Der Aufwand wächst nicht mit dem Volumen, sondern mit der Zahl der Verbindungen. Genau das macht Punkt-zu-Punkt-Integration auf Dauer unbezahlbar.
Was eine Regel beschreibt
Ein Zielpfad besteht aus drei Angaben: welche Events er annimmt, wie die Nutzdaten für das Ziel aussehen sollen und was bei einem Fehler passiert. Mehr braucht es nicht — und alles davon ist Konfiguration, kein Code.
Kurz gesagt:
„Ein Zielpfad ist eine Regel — kein Service, den jemand betreiben muss."
Was sich im Alltag ändert
Wenn Routing Konfiguration ist, verschiebt sich die Arbeit von der Auslieferung zur Beobachtung. Diese vier Punkte fallen Teams meist zuerst auf:
- Ein neuer Empfänger ist eine Regel, kein Repository.
- Änderungen greifen sofort — ohne Release-Fenster.
- Retry und Replay verhalten sich überall gleich.
- Der Zustand jedes Events ist an einer Stelle sichtbar.

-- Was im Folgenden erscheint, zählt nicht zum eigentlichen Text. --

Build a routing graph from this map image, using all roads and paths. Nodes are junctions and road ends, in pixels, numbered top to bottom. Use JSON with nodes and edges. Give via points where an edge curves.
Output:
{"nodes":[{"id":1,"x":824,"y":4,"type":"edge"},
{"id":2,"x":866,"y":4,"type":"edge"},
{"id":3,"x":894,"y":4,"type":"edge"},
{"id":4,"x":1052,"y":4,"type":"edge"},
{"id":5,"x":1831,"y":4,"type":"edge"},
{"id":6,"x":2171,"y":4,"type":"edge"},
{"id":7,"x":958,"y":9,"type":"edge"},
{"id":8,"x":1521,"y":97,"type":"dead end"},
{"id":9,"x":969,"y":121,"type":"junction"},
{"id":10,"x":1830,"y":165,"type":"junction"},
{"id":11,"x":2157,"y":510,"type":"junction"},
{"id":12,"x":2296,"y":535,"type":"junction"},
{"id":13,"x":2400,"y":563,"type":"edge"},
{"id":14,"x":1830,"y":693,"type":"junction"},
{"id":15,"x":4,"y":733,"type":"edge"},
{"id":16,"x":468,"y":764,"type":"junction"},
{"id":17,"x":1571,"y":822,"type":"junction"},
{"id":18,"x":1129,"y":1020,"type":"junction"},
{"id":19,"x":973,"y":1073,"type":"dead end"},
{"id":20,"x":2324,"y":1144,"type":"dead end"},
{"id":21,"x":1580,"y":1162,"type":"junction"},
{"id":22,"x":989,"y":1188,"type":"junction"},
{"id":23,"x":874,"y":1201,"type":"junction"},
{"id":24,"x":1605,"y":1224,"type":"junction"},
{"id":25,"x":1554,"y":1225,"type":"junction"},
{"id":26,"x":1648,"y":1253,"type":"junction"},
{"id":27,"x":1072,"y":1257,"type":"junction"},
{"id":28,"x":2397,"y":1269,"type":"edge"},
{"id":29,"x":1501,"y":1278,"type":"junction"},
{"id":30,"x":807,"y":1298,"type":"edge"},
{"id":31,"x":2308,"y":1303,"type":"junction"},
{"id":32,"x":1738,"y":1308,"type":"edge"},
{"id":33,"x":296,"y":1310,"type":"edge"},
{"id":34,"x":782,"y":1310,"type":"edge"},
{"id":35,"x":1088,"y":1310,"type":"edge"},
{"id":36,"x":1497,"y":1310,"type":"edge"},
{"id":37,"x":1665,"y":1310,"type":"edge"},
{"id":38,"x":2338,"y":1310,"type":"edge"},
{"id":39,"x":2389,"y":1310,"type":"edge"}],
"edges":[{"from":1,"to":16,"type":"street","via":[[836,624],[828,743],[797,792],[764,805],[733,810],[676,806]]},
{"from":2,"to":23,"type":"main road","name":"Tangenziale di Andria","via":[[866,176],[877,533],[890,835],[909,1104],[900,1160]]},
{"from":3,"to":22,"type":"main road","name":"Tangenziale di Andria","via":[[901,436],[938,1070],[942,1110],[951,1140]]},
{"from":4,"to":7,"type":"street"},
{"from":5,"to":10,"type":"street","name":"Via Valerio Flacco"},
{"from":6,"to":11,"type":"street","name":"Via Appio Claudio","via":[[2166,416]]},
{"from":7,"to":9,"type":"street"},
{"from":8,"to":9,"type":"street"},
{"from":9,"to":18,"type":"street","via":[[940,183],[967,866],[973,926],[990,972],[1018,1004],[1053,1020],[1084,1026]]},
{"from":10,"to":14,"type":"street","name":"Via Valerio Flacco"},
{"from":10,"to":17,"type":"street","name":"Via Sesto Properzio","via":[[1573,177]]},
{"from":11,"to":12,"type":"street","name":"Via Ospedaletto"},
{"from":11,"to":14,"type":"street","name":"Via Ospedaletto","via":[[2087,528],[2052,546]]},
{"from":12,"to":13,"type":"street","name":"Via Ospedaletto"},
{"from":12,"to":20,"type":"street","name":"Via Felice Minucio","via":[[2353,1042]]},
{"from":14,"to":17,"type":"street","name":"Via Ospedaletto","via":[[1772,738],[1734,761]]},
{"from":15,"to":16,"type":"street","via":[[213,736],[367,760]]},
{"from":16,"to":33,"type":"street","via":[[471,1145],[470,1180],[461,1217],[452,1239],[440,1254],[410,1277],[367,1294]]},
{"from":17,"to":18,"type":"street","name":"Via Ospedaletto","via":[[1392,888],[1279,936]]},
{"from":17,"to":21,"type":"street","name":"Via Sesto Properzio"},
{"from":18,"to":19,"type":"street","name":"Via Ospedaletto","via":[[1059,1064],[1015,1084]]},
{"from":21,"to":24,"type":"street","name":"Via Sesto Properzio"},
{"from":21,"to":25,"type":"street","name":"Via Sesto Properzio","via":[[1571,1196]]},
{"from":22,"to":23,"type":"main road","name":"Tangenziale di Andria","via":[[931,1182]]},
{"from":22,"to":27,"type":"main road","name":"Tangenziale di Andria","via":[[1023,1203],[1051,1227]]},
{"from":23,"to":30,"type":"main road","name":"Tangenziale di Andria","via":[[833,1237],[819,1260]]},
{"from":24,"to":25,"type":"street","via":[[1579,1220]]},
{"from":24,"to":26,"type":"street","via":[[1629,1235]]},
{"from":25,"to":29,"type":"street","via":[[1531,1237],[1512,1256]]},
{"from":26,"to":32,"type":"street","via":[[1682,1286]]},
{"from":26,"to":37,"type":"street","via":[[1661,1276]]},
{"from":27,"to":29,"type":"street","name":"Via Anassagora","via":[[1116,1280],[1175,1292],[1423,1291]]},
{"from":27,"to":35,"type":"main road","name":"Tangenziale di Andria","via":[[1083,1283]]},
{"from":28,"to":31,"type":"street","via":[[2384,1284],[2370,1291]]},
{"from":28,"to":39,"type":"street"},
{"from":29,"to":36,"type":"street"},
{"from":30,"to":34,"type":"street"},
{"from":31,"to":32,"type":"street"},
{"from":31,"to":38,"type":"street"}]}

„Wir haben vier Integrationsdienste abgeschaltet und durch sechs Regeln ersetzt. Der Bereitschaftsdienst ist seitdem deutlich ruhiger."
Wo die Grenze liegt
Regeln ersetzen keine Fachlogik. Sobald ein Ziel mehr braucht als Filter und Mapping, gehört diese Logik in den Empfänger — der Pfad bleibt trotzdem beschreibbar.
Das Wichtigste in Kürze
Hör auf, die falschen Anzeigen zu skalieren.
Vierzehn Tage testen, ohne Karte. Wir richten die Messung mit dir ein und zeigen dir am ersten Testkauf, dass sie ankommt.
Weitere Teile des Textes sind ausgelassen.